Saigon avait promis qu’il serait plus présent en 2009, et deux mois avant de tirer un trait sur la dernière année de la décennie, avec des leaks en pagaille, des vidéos et un solide projet collaboratif avec un des beatmakers du moment, Statik Selektah, c’est clair, le bilan est positif. Laissons le maintenant mettre un terme à son année avec un nouveau street album, Warning Shots 2.
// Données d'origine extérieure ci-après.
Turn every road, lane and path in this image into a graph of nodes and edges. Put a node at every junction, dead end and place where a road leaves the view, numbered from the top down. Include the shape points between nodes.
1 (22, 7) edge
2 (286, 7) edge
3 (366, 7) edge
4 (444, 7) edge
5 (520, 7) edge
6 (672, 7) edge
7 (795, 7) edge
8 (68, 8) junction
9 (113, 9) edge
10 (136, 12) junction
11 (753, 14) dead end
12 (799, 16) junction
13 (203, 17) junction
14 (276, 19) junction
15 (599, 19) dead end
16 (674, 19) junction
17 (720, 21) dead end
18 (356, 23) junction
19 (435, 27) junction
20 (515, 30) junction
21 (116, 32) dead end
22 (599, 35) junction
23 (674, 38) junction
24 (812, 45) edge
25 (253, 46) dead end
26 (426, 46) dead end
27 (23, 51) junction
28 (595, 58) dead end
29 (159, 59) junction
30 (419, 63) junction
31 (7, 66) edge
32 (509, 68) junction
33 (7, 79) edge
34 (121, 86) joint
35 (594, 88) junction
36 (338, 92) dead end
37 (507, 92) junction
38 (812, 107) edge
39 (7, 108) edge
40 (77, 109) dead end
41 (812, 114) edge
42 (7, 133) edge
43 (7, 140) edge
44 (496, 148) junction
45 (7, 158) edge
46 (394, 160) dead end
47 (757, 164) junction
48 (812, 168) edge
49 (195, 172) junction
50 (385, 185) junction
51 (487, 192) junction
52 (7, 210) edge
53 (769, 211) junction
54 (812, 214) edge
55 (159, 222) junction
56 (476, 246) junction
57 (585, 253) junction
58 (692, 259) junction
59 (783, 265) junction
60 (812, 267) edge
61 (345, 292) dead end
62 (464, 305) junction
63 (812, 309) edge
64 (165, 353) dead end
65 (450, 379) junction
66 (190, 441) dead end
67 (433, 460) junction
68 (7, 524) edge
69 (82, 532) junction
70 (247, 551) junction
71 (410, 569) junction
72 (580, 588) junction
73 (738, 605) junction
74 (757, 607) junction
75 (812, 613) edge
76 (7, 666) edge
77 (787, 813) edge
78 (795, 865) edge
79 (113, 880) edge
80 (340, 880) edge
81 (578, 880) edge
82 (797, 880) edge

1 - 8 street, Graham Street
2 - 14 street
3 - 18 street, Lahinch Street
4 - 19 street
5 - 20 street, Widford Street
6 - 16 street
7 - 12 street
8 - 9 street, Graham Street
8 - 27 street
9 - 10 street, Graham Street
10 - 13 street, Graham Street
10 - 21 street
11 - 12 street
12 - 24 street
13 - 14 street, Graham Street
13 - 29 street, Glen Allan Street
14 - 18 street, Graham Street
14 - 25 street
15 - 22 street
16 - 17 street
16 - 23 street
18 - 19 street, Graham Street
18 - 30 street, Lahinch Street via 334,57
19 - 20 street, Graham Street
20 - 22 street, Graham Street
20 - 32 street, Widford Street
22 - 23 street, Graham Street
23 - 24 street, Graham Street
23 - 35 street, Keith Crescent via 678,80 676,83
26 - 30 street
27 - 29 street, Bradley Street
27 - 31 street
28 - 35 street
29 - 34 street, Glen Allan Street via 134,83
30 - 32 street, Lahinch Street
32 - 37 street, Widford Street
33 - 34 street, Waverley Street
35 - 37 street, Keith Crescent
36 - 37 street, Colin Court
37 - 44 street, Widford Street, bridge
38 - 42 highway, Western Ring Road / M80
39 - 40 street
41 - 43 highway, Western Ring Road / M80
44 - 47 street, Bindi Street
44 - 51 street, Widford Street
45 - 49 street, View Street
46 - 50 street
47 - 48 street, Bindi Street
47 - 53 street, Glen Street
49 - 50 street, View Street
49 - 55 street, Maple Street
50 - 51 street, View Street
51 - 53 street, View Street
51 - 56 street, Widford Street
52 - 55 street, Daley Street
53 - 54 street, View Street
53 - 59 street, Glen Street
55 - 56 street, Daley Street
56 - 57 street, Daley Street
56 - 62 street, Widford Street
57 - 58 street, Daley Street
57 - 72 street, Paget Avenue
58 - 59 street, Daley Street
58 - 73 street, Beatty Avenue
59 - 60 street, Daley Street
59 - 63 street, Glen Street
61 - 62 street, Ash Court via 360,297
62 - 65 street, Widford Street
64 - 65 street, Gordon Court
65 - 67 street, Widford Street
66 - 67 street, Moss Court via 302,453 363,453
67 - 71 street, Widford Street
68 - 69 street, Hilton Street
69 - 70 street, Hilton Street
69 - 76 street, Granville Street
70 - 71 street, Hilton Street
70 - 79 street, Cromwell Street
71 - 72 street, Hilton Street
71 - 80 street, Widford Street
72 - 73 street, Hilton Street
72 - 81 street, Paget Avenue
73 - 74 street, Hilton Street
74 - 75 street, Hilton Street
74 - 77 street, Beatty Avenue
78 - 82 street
Huit mois après All In A Day’s Work, Saigon en remet une couche, et sur certains titres, on y retrouve un peu la même vibe. Du son bien soulful et un Saigiddy s’adressant à la jeunesse avec du positif sur That’s Not What’s Up ou Nothing Comes Easy. Et, en mode gangsta aussi, il est redoutable sur Aye Aye Aye Nigga, ou accompagné de Grand Puba sur Who Can get Busy, puis, il est fatal, épaulé par Lil Fame, sur un Rusty Gunz.
C’est d’ailleurs ce qu’on aime chez lui, il sait rester divertissant en essayant de varier les thèmes, et ne se cantonne pas au rôle de thug rapper de base. Mais il aussi passe d’un extrême à l’autre, et si on peut l’apprécier sur certains titres, il frôle le pire avec dautres. For Some Pussy et son remix, tout aussi pourri, avec O.J da Juiceman, ou Fatherhood ne lui font pas honneur, comme Cookies & Milk ou le bâclé Be On Time, souffrant comme la plupart des autres titres cités ici de prods bien fades.
D’ailleurs, Just Blaze, Buckwild, Scram Jones lui donnent du lourd, mais ça ne suffit pas, dans l’ensemble, les prods ne sont pas au level. C’est surement pour ça que All In A Day’s Work était si réussit, Sai avait le bon son pour se donner à fond. Ici, c’est différent, Saigon a décidé de compiler des petits sons qui trainaient mais c’est inégal, et ça donne l’effet d’un tape de seconde zone.
Saigon ne sortira pas l’album avant la fin 2009, vous pouvez en être sure. Ses fans devront donc attendre, et Warning Shots 2 n’est pas le disque idéal pour faire passer le temps, ni meilleure façon, pour lui, de conclure 2009.